Populist politicians in the United States, Europe, and the rest of the developed world must come to terms with the inconsistencies in their policies on global health, trade, and immigration. More economic opportunity alone will not stop all young people from emigrating—their aspirations often go beyond a better job—but it can make waves of migration shorter, less desperate, and less intense. American and European voters can choose opposition to trade from low-wage countries or opposition to immigration; they cannot have both.
The lesson is not that progress against disease is not worthwhile or that it came too soon to developing nations. Nor is it that the war against microbes is over: global health threats, such as pandemic flu and antibiotic-resistant bugs, still loom. There is no worthier goal than reducing unnecessary pain and preventing deaths, especially among children. And a dire future is not inevitable; healthier populations can still lead poor countries to prosperity, just as they did in the past.
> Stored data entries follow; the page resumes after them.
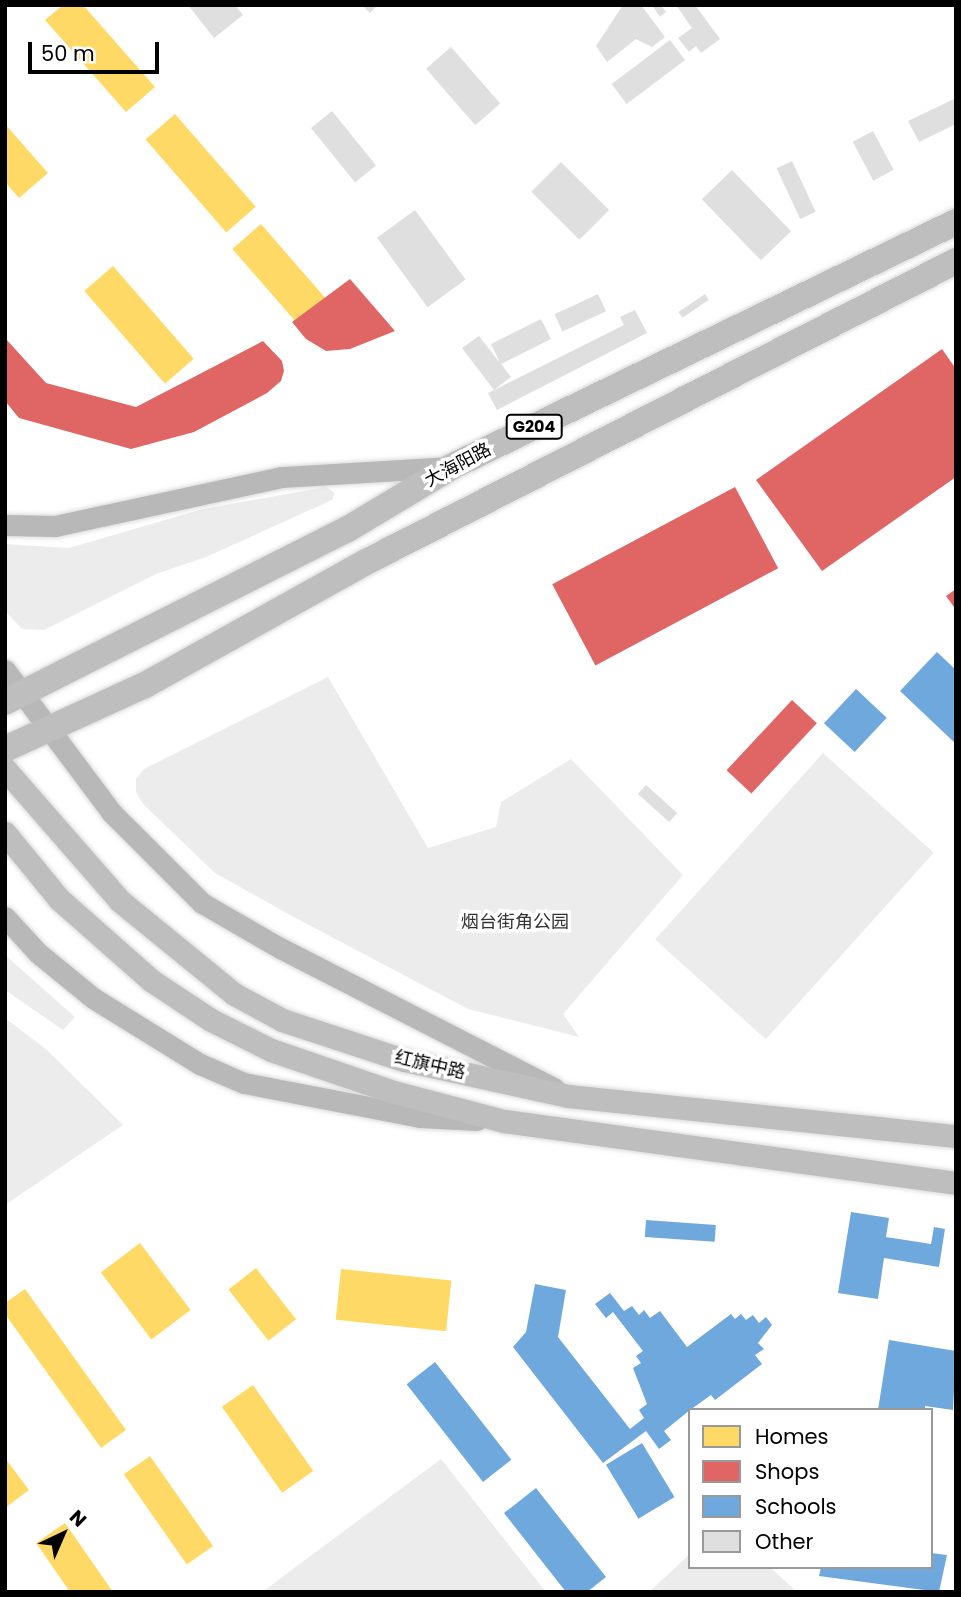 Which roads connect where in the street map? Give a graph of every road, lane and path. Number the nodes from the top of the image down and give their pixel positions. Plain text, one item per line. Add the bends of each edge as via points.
1 (956, 222) edge
2 (956, 261) edge
3 (451, 467) junction
4 (5, 525) edge
5 (5, 670) edge
6 (14, 697) edge
7 (48, 727) junction
8 (5, 749) edge
9 (5, 769) edge
10 (5, 833) edge
11 (5, 917) edge
12 (568, 1096) junction
13 (504, 1121) junction
14 (956, 1136) edge
15 (956, 1183) edge

1 - 3 highway, 大海阳路 / G204
2 - 7 highway, G204 via 366,562 110,703
3 - 4 main road via 282,477 55,526
3 - 6 highway, 大海阳路 / G204 via 348,529
5 - 6 main road
6 - 7 main road
7 - 8 highway, G204
7 - 12 main road via 111,813 177,881 226,919
9 - 12 main road, 红旗中路 via 120,901 234,994 282,1020 404,1060
10 - 13 main road, 红旗中路 via 59,899 152,981 211,1020 271,1050 394,1092
11 - 13 main road via 38,953 93,998 200,1064 244,1083 419,1117
12 - 14 main road, 红旗中路
13 - 15 main road, 红旗中路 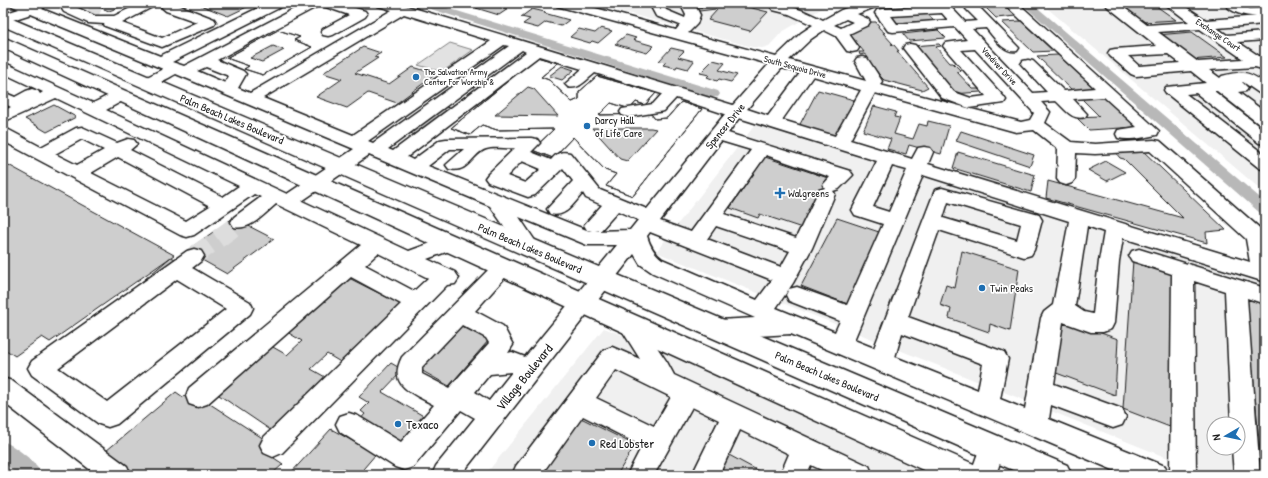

To make sure that they do, the world needs to pair global health aid with investments that can help countries improve their health-care systems, make their cities more livable, and enable their companies to employ more people more productively. Voluntary family-planning and girls’ education initiatives have helped reduce fertility rates in countries, such as Senegal, to sustainable levels and better integrate women into the economy. Programs that encourage private investors to put their money toward building infrastructure and electricity generation, such as the U.S. government’s Power Africa initiative, which aims to get enough government and private investment to provide energy to 20 million African households and companies by 2030, can make it easier for entrepreneurs to start businesses and for factories to hire more young workers.
At the same time, developing countries need to devote more resources to their cities and health-care systems. Establishing more easily enforceable urban land rights can promote investment in formal housing, free up workers to move to find jobs, and create the foundation for a system of property taxes. Strong health-care systems can help doctors spot disease outbreaks quickly and diagnose chronic diseases early enough that patients can still be treated. That makes investments in basic health-care infrastructure a cost-effective way to improve public health. Brazil’s Family Health Strategy, for example, covers more than half the population, costs the government roughly $50 per person per year, and has sharply reduced deaths from heart disease, diabetes, and infectious diseases.
Progress against infectious diseases cannot be measured just in terms of the lives that were once lost to plagues and parasites. The real miracles in global health will happen when the people whose lives are saved by better health care can seize the opportunities and gain the prosperity that have come with health improvements in the past.